2-Butoxyethanol (BE) is a massively produced glycol
ether of which more than 230 million pounds was produced in the United States in 1983. It is extensively used in
aerosols and cleaning agents intended for household use. This creates a high potential for human exposure during its manufacturing and use. A single exposure of rats to BE causes severe
hemolytic anemia accompanied by secondary
hemoglobinuria as well as liver and kidney damage. Butoxyacetic
acid (BAA) was earlier identified as a urinary metabolite of BE. In addition, we have recently identified two additional urinary metabolites of BE, namely, BE-
glucuronide and BE-
sulfate conjugates. The current studies were undertaken to investigate the metabolic basis of BE-induced hematotoxicity in male F344 rats. Treatment of rats with
pyrazole (
alcohol dehydrogenase inhibitor) protected rats against BE-induced hematotoxicity and inhibited BE metabolism to BAA.
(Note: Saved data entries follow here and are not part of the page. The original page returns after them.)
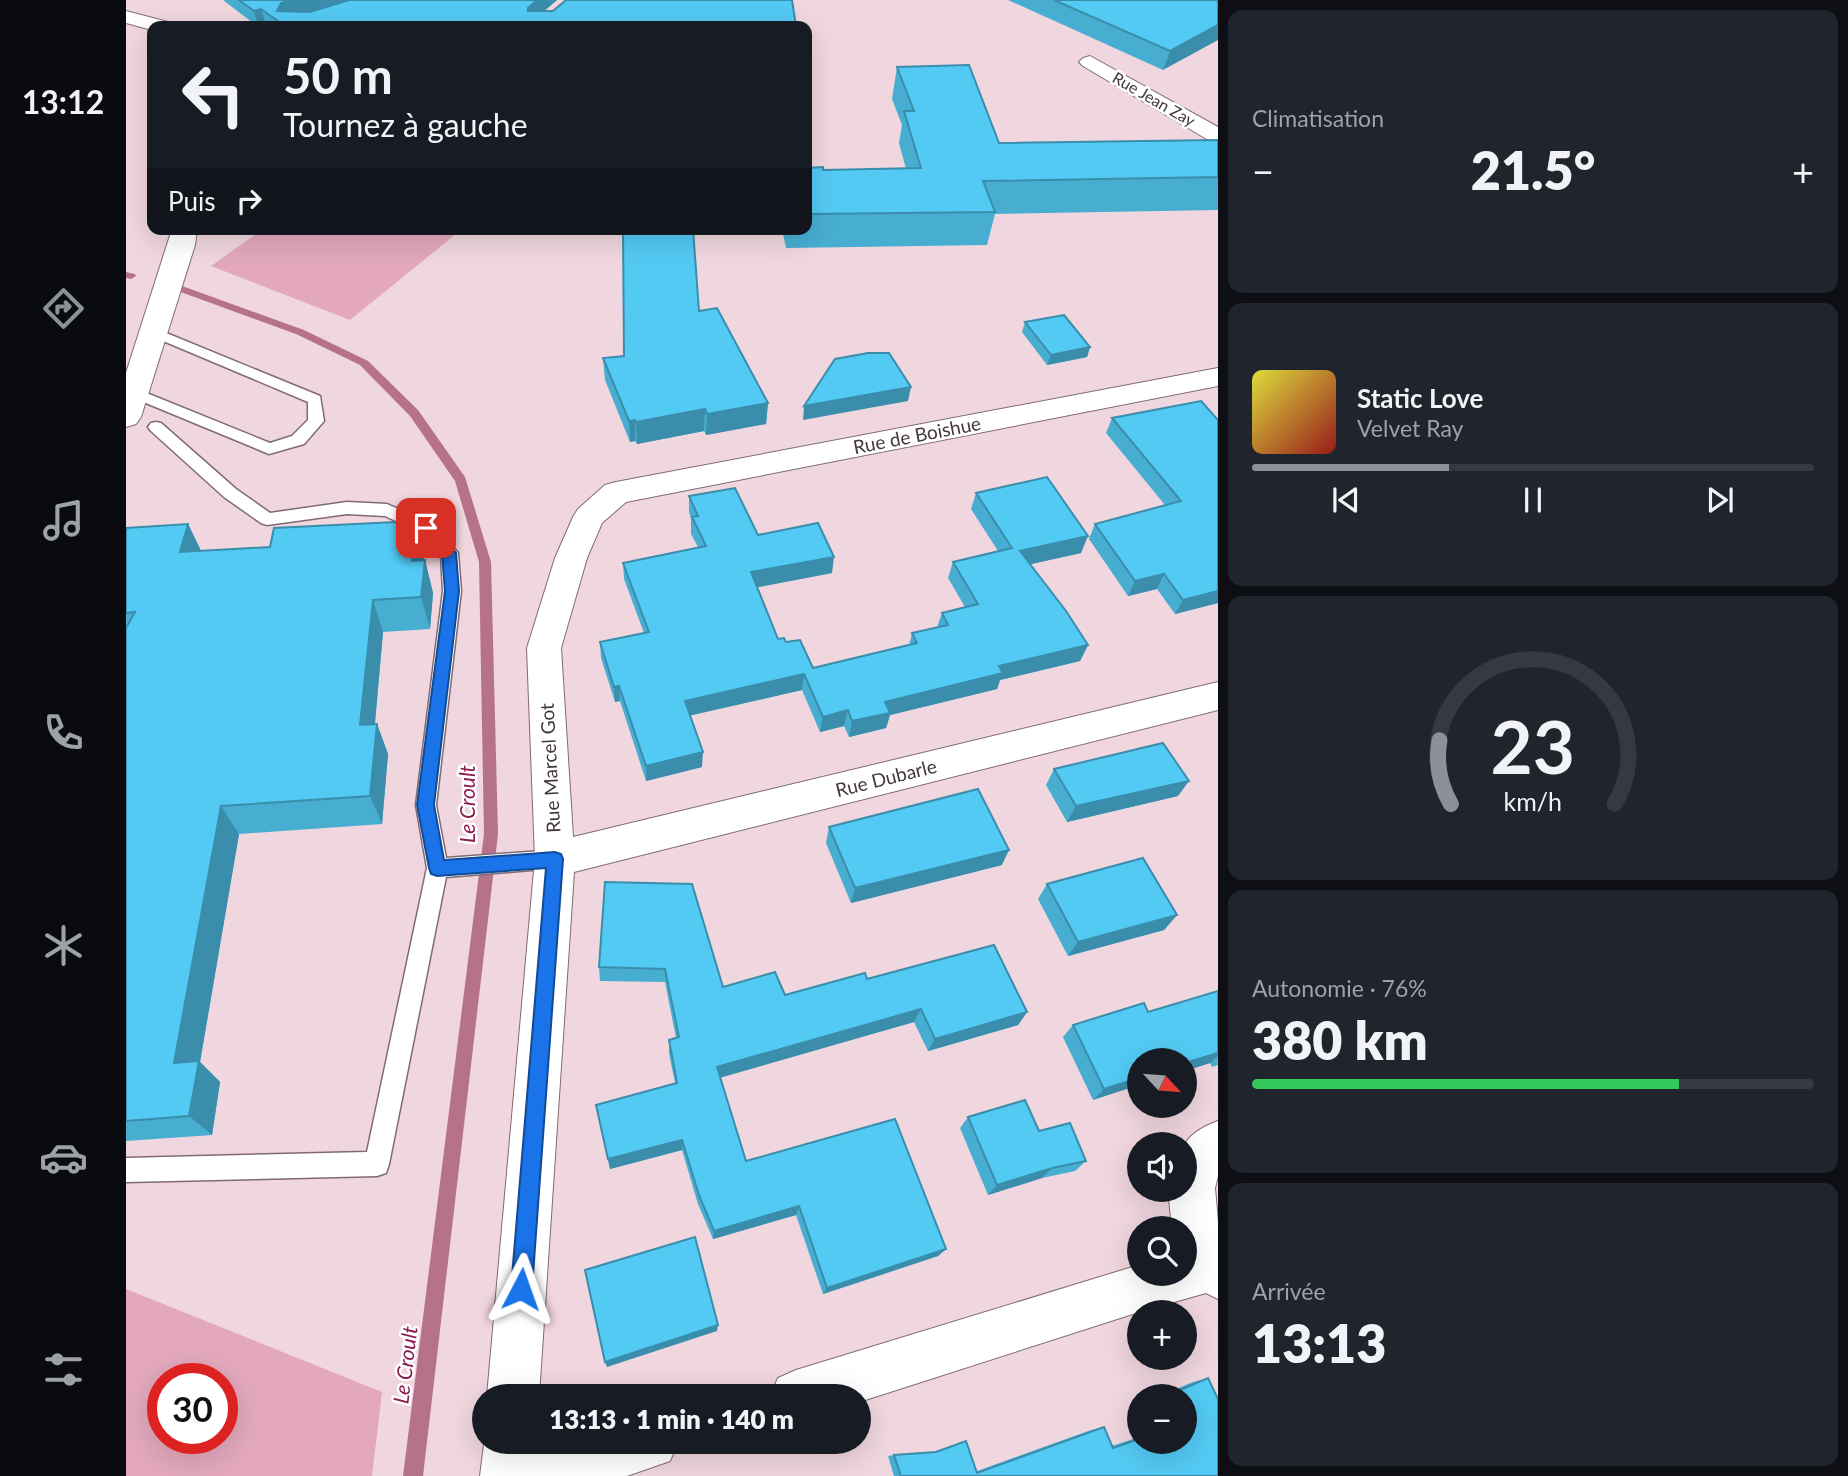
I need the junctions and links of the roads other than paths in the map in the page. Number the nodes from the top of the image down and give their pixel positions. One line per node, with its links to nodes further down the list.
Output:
1 (126, 16): 2 (street)
2 (147, 22)
3 (1090, 62): 4 (street, Rue Jean Zay)
4 (1218, 136)
5 (183, 235): 6 (street)
6 (154, 332): 8 (street); 8 (lane)
7 (1218, 377): 10 (street, Rue de Boishue)
8 (130, 405)
9 (156, 427): 13 (lane)
10 (616, 493): 12 (street, Rue Marcel Got)
11 (1218, 696): 12 (street, Rue Dubarle)
12 (538, 861): 13 (lane); 17 (street, Rue Marcel Got)
13 (446, 867): 15 (lane)
14 (1218, 1144): 16 (street)
15 (126, 1170)
16 (1215, 1270): 18 (street)
17 (514, 1384)
18 (836, 1384)
19 (508, 1454): 21 (street)
20 (612, 1454): 22 (street)
21 (507, 1476)
22 (542, 1476)

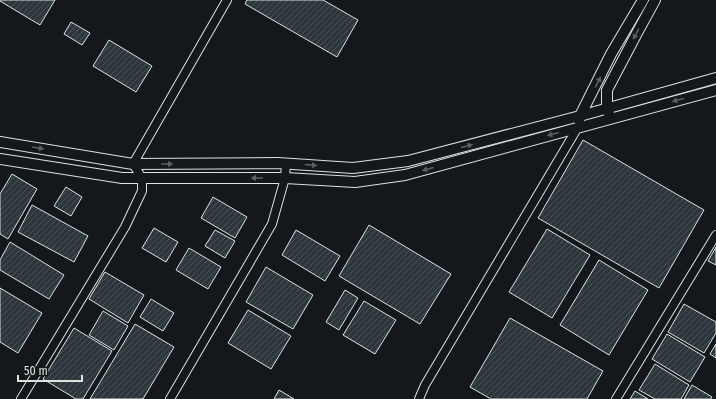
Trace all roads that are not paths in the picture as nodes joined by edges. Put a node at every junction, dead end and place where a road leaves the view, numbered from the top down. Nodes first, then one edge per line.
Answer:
1 (227, 0) edge
2 (643, 0) edge
3 (656, 0) edge
4 (716, 78) edge
5 (716, 90) edge
6 (607, 108) junction
7 (580, 116) junction
8 (610, 119) junction
9 (578, 127) junction
10 (0, 142) edge
11 (0, 159) edge
12 (286, 163) junction
13 (133, 164) junction
14 (142, 178) junction
15 (285, 178) junction
16 (716, 235) edge
17 (21, 399) edge
18 (170, 399) edge
19 (419, 399) edge
20 (616, 399) edge

1 - 13 street
7 -> 2 street
3 -> 6 street
4 - 6 street
5 -> 8 street
6 - 7 street
6 - 8 street
7 - 9 street
12 -> 7 street
8 - 9 street
9 -> 15 street
9 - 19 street
10 -> 13 street
11 - 14 street
13 -> 12 street
12 - 15 street
13 - 14 street
15 -> 14 street
14 - 17 street
15 - 18 street
16 - 20 street

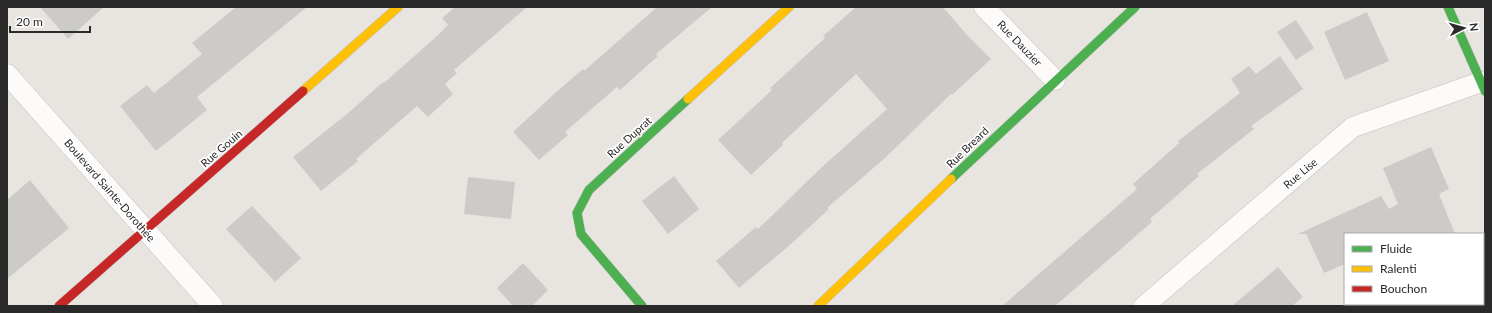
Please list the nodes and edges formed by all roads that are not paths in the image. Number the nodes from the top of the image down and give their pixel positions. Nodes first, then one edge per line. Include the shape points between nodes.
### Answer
1 (398, 7) edge
2 (789, 7) edge
3 (984, 7) edge
4 (1135, 7) edge
5 (1448, 7) edge
6 (7, 74) edge
7 (1055, 80) junction
8 (1483, 86) edge
9 (145, 231) junction
10 (60, 306) edge
11 (213, 306) edge
12 (642, 306) edge
13 (818, 306) edge
14 (1144, 306) edge

1 - 9 street, Rue Gouin
2 - 12 street, Rue Duprat via 590,190 577,213 581,234
3 - 7 street, Rue Dauzier
4 - 7 street, Rue Breard
5 - 8 street
6 - 9 street, Boulevard Sainte-Dorothée
7 - 13 street, Rue Breard
8 - 14 street, Rue Lise via 1353,127
9 - 10 street, Rue Gouin
9 - 11 street, Boulevard Sainte-Dorothée

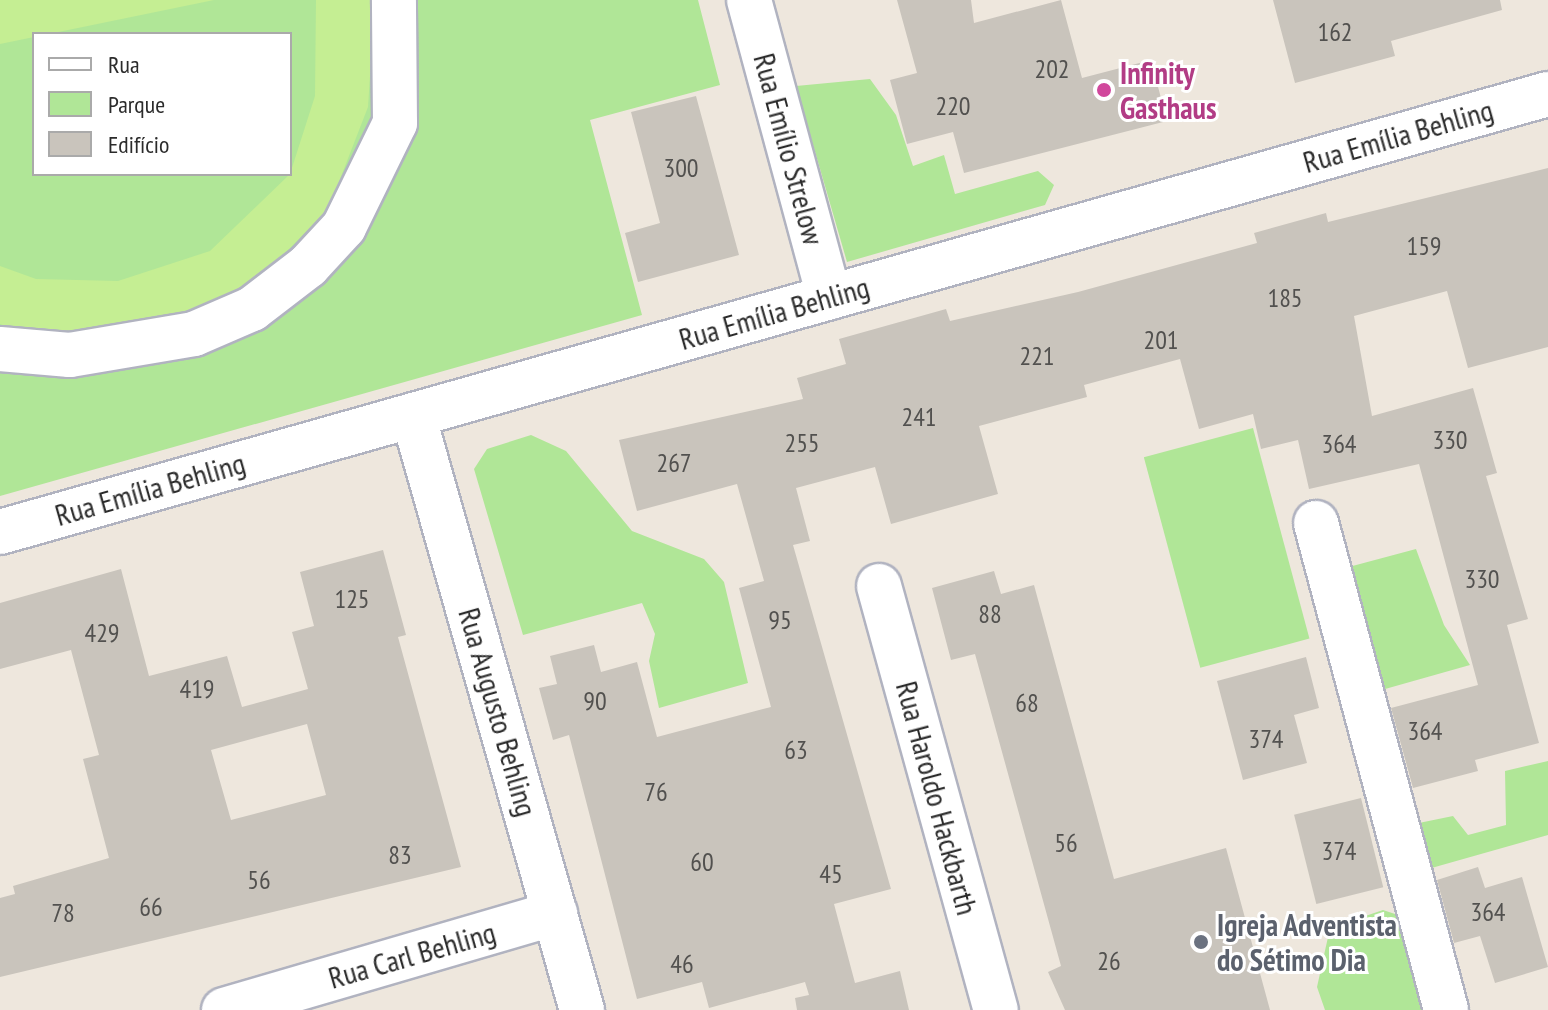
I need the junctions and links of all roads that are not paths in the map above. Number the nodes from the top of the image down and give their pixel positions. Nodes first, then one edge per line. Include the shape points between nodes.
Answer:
1 (394, 0) edge
2 (749, 0) edge
3 (1548, 94) edge
4 (829, 297) junction
5 (0, 349) edge
6 (413, 415) junction
7 (1316, 523) dead end
8 (0, 532) edge
9 (879, 586) dead end
10 (555, 913) junction
11 (224, 1010) edge
12 (582, 1010) edge
13 (996, 1010) edge
14 (1446, 1010) edge

1 - 5 street via 395,123 344,227 308,266 252,309 194,334 70,355
2 - 4 street, Rua Emílio Strelow
3 - 4 street, Rua Emília Behling
4 - 6 street, Rua Emília Behling
6 - 8 street, Rua Emília Behling
6 - 10 street, Rua Augusto Behling
7 - 14 street
9 - 13 street, Rua Haroldo Hackbarth
10 - 11 street, Rua Carl Behling
10 - 12 street, Rua Augusto Behling

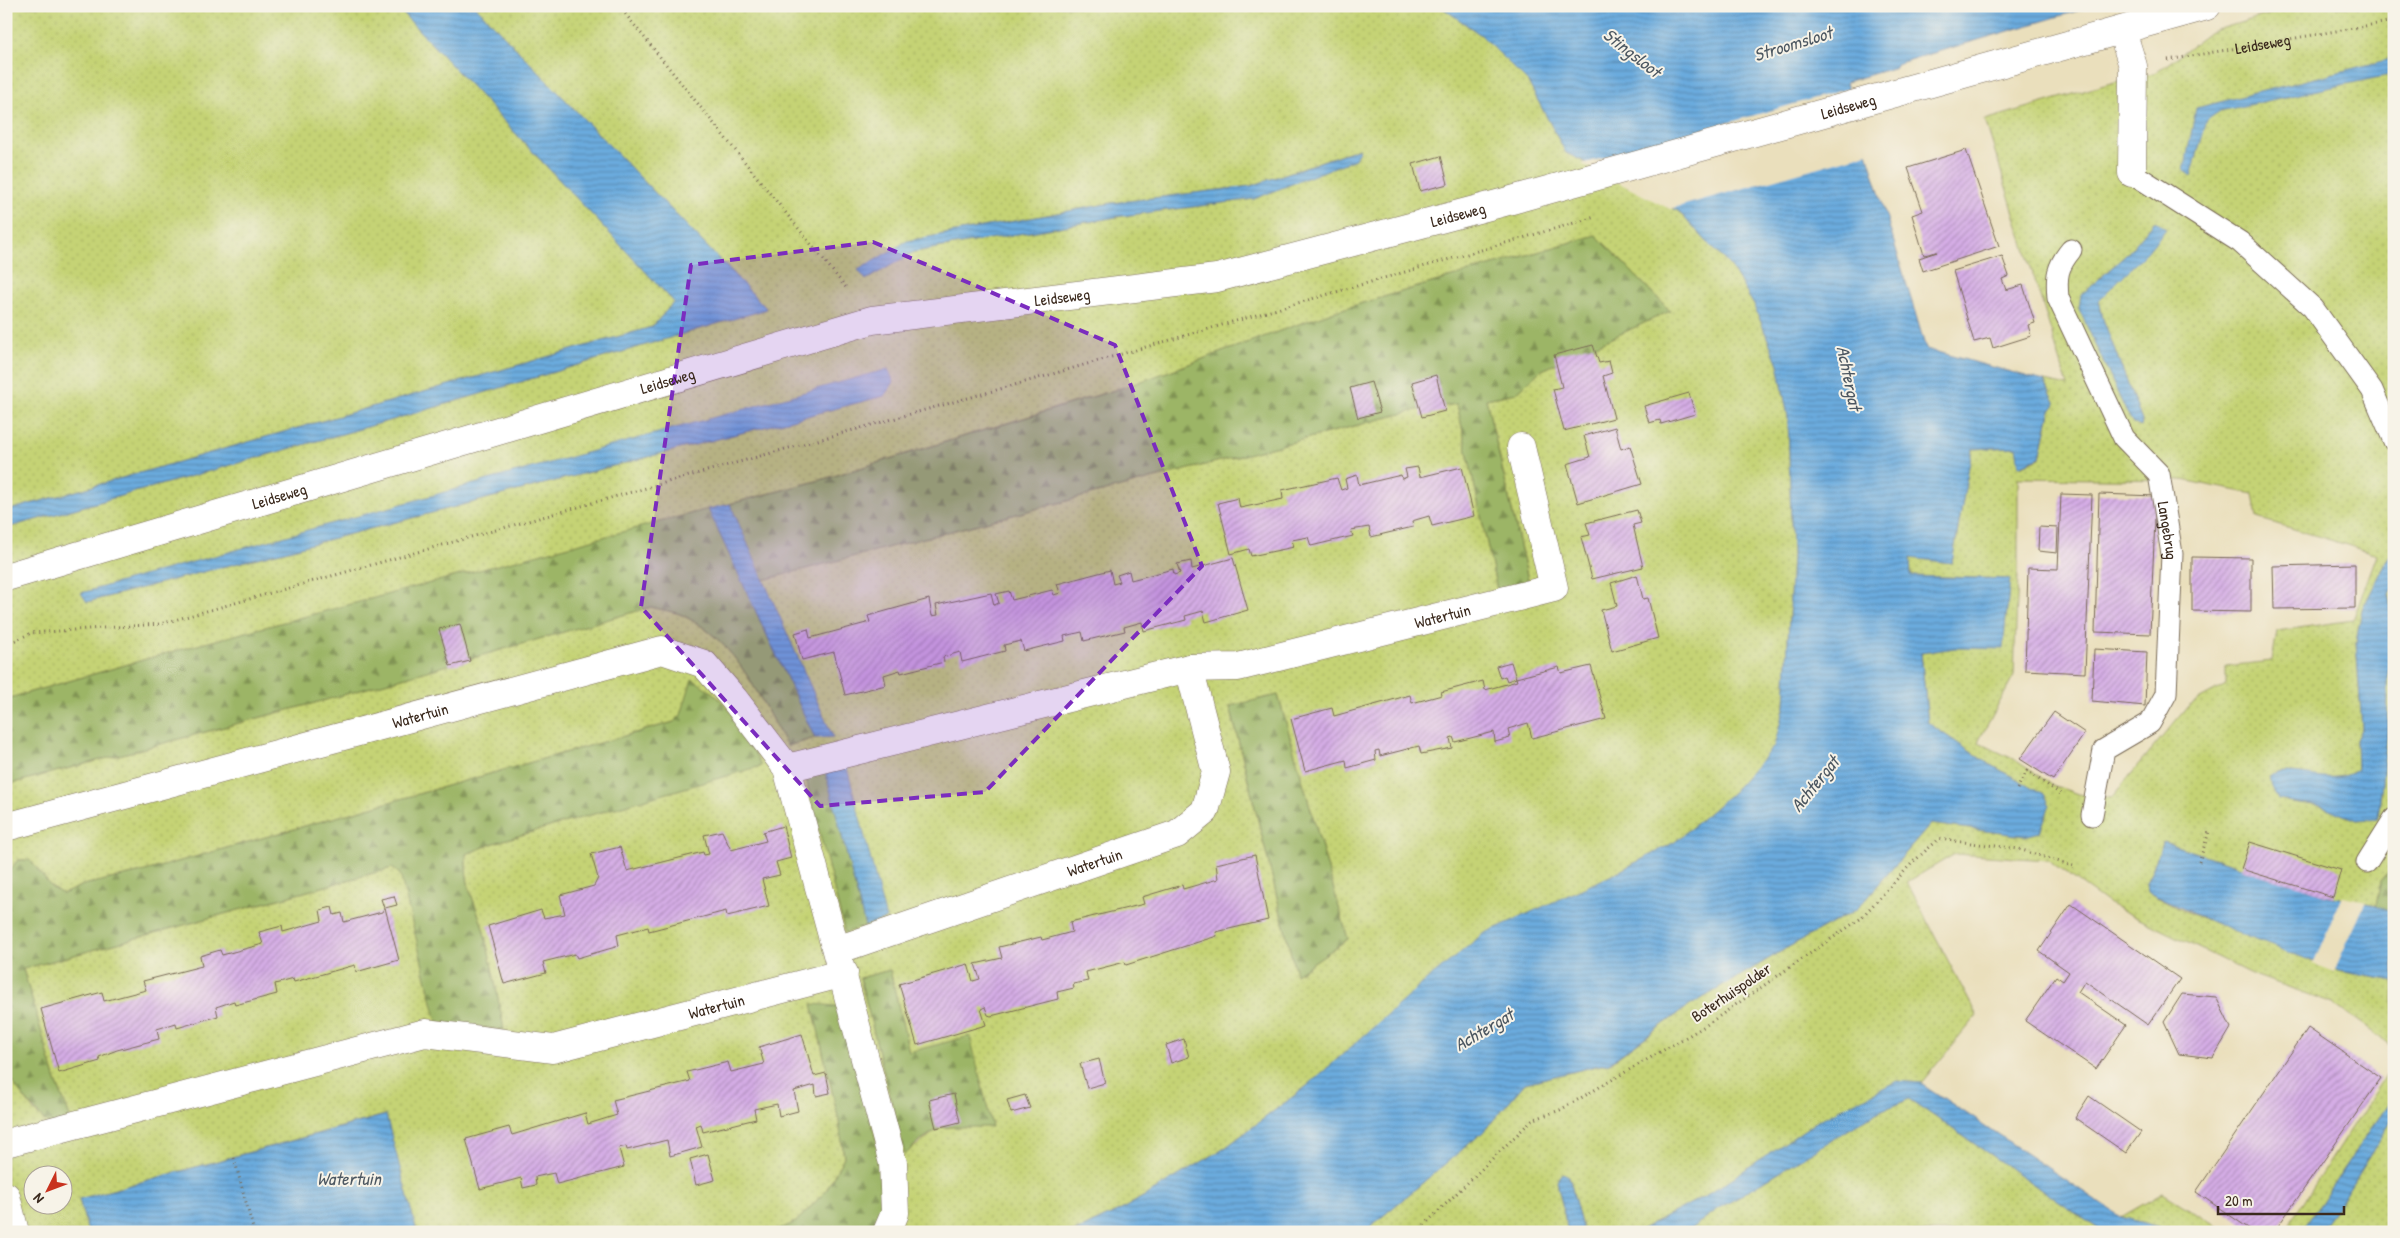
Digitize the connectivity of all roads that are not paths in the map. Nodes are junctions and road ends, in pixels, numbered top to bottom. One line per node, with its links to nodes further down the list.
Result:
1 (2207, 6): 2 (street, Leidseweg)
2 (2122, 31): 3 (street); 7 (street, Leidseweg)
3 (2132, 173): 5 (lane)
4 (2071, 250): 10 (lane, Langebrug)
5 (2394, 441)
6 (1521, 447): 8 (street, Watertuin)
7 (6, 576)
8 (1189, 668): 9 (street, Watertuin); 14 (street, Watertuin)
9 (787, 768): 12 (street, Watertuin); 14 (street, Watertuin)
10 (2092, 815)
11 (2394, 819): 13 (lane)
12 (6, 827)
13 (2367, 862)
14 (840, 961): 15 (street, Watertuin); 18 (street, Watertuin)
15 (6, 1143)
16 (6, 1196): 17 (street)
17 (15, 1232)
18 (887, 1232)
Pyrazole inhibition of BE metabolism to BAA was accompanied by increased BE metabolism to BE-
glucuronide and BE-
sulfate as determined by quantitative high-performance liquid chromatography analysis of BE metabolites in urine. There was approximately a 10-fold decrease in the ratio of BAA to BE-
glucuronide + BE-
sulfate in the urine of rats treated with
pyrazole + BE compared to rats treated with BE alone. Pretreatment of rats with
cyanamide (
aldehyde dehydrogenase inhibitor) also significantly protected rats against BE-induced hematotoxicity and modified BE metabolism in a manner similar to that caused by
pyrazole. Administration of equimolar doses of BE, the metabolic intermediate
butoxyacetaldehyde, or the ultimate metabolite BAA caused similar hematotoxic effects.
Cyanamide also protected rats against
butoxyacetaldehyde-induced hematotoxicity. Further evidence of the involvement of metabolism in hematotoxicity was demonstrated by the administration of
deuterium-labeled BE (1,1-dideuterio-2-BE) which resulted in a significant delay in the development of hematotoxicity. It is therefore concluded that: a) there is a strong correlation between the amount of BAA in the urine and BE-induced hematotoxicity; b) metabolic activation of BE via alcohol and
aldehyde dehydrogenases is a prerequisite for the development of BE-induced hematotoxicity; and c) hematotoxicity induced by BE can be attributed to its metabolite BAA. Finally, the current studies may prove beneficial in the treatment of acute glycol
ethers poisoning with
alcohol dehydrogenase inhibitors.